What is required: Every line below that carries the word "André" needs to be copied.

::: Provided data

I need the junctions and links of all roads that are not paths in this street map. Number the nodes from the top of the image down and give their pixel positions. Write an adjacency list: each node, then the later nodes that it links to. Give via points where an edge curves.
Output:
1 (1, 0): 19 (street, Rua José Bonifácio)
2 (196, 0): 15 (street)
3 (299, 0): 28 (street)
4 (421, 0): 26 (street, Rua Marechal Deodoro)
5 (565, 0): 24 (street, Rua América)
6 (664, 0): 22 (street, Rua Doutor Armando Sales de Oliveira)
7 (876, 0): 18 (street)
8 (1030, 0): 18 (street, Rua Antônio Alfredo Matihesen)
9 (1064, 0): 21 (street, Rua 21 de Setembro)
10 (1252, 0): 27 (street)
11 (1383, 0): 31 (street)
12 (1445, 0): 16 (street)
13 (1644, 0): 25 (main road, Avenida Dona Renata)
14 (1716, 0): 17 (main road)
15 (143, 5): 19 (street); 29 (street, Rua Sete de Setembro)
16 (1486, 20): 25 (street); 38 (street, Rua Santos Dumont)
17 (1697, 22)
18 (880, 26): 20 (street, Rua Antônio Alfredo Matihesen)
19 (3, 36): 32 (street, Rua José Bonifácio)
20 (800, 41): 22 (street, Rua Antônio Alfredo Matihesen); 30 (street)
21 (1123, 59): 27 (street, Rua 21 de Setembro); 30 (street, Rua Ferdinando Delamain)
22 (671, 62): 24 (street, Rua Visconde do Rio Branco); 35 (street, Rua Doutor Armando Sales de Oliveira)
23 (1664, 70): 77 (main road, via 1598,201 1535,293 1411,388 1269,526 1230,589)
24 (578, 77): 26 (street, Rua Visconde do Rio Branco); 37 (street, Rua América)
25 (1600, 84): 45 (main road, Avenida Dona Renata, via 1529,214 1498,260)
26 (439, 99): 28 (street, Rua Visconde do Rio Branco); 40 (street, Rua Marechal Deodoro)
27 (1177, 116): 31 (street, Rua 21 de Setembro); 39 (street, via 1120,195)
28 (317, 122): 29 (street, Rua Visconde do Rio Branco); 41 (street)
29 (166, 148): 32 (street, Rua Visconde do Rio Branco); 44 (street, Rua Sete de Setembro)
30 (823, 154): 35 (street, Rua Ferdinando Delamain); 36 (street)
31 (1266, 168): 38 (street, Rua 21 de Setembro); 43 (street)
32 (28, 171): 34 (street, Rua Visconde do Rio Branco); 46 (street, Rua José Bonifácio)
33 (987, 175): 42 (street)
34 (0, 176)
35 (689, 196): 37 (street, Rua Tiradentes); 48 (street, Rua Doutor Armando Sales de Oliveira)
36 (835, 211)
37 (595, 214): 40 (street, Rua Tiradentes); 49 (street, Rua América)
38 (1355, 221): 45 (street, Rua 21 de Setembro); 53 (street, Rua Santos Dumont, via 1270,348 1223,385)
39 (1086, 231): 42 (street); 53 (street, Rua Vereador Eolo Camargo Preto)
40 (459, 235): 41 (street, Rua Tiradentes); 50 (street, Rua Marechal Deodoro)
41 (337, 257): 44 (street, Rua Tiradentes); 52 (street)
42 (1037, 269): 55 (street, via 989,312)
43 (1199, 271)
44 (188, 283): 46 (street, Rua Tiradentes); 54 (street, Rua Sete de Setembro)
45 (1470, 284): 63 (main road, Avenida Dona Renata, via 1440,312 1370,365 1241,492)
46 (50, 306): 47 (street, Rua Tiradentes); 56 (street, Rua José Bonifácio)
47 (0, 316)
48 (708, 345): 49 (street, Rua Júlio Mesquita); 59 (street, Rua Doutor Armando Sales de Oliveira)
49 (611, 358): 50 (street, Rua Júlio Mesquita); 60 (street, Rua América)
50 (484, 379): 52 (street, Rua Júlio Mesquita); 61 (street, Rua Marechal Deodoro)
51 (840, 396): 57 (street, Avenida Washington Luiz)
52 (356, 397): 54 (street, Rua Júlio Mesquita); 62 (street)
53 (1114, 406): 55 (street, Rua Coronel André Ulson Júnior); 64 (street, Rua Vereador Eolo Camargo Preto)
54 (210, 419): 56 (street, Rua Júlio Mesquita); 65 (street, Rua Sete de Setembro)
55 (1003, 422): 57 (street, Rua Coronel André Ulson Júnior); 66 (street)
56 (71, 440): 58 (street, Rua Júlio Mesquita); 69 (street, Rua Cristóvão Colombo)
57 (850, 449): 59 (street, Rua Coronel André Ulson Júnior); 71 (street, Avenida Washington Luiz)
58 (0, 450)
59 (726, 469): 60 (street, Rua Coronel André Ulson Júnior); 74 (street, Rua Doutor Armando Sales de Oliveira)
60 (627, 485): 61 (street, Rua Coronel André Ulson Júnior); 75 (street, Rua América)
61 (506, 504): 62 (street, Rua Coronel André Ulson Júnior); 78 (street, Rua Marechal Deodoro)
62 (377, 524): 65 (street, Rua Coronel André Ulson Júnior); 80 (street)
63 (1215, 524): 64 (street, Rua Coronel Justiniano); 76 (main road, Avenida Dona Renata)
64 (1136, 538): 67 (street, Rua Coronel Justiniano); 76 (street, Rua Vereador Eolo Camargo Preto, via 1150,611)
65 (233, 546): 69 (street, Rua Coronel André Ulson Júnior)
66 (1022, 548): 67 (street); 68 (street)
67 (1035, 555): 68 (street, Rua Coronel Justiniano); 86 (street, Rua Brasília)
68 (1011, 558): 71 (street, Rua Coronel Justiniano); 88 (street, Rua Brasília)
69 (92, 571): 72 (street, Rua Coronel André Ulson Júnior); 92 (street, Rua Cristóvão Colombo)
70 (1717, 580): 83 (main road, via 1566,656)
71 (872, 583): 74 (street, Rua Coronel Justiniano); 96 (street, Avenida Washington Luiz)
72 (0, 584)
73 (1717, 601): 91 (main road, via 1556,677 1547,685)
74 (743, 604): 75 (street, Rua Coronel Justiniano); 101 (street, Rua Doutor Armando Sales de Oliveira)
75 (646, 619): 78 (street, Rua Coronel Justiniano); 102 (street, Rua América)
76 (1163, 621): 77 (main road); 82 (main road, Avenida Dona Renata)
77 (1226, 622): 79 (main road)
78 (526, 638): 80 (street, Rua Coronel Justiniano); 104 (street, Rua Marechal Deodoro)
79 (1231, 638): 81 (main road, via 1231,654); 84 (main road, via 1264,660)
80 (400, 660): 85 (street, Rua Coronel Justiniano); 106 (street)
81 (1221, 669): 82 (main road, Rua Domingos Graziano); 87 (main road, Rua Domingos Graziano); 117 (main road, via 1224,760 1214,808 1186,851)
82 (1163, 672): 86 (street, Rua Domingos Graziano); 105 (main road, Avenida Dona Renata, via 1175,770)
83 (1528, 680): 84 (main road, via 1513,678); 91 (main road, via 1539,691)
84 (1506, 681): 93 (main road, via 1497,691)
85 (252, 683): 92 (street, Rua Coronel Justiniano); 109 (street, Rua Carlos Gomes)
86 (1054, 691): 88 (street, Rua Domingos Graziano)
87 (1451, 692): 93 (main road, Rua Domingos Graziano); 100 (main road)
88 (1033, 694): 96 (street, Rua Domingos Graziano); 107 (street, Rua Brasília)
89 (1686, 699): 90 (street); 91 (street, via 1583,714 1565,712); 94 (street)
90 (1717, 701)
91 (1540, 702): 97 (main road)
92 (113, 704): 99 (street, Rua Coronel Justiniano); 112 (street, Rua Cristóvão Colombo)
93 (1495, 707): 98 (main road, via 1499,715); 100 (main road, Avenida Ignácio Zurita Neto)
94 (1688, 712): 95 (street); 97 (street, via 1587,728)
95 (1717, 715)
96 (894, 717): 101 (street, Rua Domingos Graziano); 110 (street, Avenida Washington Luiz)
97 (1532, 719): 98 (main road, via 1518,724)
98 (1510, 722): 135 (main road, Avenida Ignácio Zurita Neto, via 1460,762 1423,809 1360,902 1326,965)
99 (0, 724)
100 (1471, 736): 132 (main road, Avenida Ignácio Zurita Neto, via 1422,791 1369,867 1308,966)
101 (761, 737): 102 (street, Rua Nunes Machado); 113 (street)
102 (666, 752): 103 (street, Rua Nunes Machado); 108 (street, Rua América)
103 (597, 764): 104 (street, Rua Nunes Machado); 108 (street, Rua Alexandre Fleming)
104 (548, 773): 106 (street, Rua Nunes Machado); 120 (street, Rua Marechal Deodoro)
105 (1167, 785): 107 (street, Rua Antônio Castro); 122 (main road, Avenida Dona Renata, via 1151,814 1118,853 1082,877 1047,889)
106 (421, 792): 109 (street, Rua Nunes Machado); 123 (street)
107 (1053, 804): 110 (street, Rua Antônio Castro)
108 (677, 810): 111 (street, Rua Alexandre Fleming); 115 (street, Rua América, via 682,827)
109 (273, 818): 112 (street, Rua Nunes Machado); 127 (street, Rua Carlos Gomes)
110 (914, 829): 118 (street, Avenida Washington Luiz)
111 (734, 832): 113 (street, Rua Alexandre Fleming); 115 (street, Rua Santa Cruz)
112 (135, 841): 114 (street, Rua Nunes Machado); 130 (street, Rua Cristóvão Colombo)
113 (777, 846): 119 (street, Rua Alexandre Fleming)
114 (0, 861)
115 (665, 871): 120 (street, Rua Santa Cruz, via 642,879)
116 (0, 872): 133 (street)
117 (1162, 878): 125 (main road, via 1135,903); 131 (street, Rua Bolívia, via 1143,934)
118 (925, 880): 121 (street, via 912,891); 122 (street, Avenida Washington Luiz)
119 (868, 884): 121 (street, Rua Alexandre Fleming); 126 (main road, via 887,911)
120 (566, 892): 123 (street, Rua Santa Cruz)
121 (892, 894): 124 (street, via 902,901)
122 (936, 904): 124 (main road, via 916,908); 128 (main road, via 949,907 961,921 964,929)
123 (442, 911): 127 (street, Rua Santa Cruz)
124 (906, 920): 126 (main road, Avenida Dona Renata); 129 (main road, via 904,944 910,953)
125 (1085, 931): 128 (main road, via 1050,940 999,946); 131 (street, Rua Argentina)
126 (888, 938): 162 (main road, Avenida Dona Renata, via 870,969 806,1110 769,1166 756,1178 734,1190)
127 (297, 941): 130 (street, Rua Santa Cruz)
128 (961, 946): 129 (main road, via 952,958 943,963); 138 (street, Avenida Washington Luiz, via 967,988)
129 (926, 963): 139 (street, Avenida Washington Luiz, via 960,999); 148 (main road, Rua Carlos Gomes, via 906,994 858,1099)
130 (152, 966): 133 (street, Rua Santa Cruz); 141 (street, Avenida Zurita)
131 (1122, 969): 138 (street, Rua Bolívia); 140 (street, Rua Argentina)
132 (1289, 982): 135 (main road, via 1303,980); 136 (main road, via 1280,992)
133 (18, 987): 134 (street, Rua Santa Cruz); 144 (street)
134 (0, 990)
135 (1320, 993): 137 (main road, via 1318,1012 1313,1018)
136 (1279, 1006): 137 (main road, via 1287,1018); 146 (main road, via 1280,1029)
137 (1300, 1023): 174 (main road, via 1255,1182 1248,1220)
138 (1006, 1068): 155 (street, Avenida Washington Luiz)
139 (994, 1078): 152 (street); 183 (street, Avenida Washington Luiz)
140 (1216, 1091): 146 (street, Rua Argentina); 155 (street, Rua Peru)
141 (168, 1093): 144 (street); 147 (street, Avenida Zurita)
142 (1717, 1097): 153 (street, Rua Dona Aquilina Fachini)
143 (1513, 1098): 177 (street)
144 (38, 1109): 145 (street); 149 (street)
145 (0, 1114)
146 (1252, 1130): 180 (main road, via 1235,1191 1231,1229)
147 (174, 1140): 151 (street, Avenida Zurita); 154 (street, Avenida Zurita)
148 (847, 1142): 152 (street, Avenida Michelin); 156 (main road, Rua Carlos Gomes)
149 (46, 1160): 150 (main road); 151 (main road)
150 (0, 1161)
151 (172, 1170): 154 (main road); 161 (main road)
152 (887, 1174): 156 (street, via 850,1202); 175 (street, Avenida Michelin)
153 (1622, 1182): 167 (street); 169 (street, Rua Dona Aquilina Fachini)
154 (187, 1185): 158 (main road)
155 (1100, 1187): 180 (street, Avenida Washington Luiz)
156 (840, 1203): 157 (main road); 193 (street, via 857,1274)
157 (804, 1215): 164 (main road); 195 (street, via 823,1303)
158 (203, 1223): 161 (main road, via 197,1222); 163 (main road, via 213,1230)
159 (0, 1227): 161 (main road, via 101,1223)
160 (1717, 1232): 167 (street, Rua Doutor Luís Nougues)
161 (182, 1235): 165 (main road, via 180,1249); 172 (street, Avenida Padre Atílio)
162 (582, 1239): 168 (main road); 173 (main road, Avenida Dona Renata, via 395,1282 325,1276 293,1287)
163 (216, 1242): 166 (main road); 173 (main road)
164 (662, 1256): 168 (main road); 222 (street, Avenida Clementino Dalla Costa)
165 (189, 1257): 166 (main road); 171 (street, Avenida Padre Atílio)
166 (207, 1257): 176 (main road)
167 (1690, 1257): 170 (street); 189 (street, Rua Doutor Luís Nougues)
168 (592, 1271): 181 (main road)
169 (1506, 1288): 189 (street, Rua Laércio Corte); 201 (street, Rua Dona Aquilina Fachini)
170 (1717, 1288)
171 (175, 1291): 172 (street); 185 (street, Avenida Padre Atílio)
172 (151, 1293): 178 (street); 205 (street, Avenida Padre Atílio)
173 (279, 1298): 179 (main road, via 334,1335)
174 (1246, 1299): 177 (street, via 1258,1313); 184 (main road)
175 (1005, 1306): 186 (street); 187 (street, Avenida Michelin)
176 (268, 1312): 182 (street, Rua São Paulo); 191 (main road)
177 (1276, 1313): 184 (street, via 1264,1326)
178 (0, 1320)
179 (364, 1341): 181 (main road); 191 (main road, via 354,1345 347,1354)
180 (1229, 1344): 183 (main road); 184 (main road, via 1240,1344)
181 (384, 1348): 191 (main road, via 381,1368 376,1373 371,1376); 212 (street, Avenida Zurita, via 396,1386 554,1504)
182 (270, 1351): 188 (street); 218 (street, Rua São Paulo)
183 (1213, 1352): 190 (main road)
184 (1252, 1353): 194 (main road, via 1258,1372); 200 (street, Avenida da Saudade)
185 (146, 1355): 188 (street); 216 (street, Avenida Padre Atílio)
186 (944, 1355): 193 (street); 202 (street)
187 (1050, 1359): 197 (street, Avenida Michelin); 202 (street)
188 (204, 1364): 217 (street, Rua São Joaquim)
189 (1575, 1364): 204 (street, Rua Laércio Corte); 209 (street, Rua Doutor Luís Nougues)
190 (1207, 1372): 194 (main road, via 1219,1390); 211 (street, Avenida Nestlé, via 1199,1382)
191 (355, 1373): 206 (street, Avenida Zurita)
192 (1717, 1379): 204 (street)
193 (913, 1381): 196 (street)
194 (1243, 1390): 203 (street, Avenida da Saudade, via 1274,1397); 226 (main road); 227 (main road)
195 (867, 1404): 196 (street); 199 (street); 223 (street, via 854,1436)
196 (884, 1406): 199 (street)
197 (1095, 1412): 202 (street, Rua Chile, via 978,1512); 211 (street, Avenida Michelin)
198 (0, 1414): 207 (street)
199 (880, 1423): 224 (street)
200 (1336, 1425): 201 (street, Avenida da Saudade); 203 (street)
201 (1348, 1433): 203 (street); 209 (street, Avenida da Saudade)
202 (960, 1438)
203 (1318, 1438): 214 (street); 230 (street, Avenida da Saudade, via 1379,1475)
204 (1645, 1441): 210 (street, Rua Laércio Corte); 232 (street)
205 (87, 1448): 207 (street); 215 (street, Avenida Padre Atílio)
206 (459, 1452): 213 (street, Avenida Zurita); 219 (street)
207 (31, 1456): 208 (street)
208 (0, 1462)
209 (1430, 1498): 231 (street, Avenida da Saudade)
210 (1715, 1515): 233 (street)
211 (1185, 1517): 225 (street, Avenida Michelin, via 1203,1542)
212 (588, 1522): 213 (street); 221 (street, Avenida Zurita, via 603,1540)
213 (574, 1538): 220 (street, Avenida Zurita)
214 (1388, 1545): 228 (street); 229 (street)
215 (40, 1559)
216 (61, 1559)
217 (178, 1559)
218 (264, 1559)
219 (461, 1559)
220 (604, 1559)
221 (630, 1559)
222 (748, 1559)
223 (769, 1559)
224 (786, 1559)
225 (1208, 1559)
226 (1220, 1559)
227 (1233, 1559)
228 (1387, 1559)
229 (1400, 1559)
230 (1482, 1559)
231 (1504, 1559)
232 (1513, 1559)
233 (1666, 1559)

::::::

Answer section:
53 (1114, 406): 55 (street, Rua Coronel André Ulson Júnior); 64 (street, Rua Vereador Eolo Camargo Preto)
55 (1003, 422): 57 (street, Rua Coronel André Ulson Júnior); 66 (street)
57 (850, 449): 59 (street, Rua Coronel André Ulson Júnior); 71 (street, Avenida Washington Luiz)
59 (726, 469): 60 (street, Rua Coronel André Ulson Júnior); 74 (street, Rua Doutor Armando Sales de Oliveira)
60 (627, 485): 61 (street, Rua Coronel André Ulson Júnior); 75 (street, Rua América)
61 (506, 504): 62 (street, Rua Coronel André Ulson Júnior); 78 (street, Rua Marechal Deodoro)
62 (377, 524): 65 (street, Rua Coronel André Ulson Júnior); 80 (street)
65 (233, 546): 69 (street, Rua Coronel André Ulson Júnior)
69 (92, 571): 72 (street, Rua Coronel André Ulson Júnior); 92 (street, Rua Cristóvão Colombo)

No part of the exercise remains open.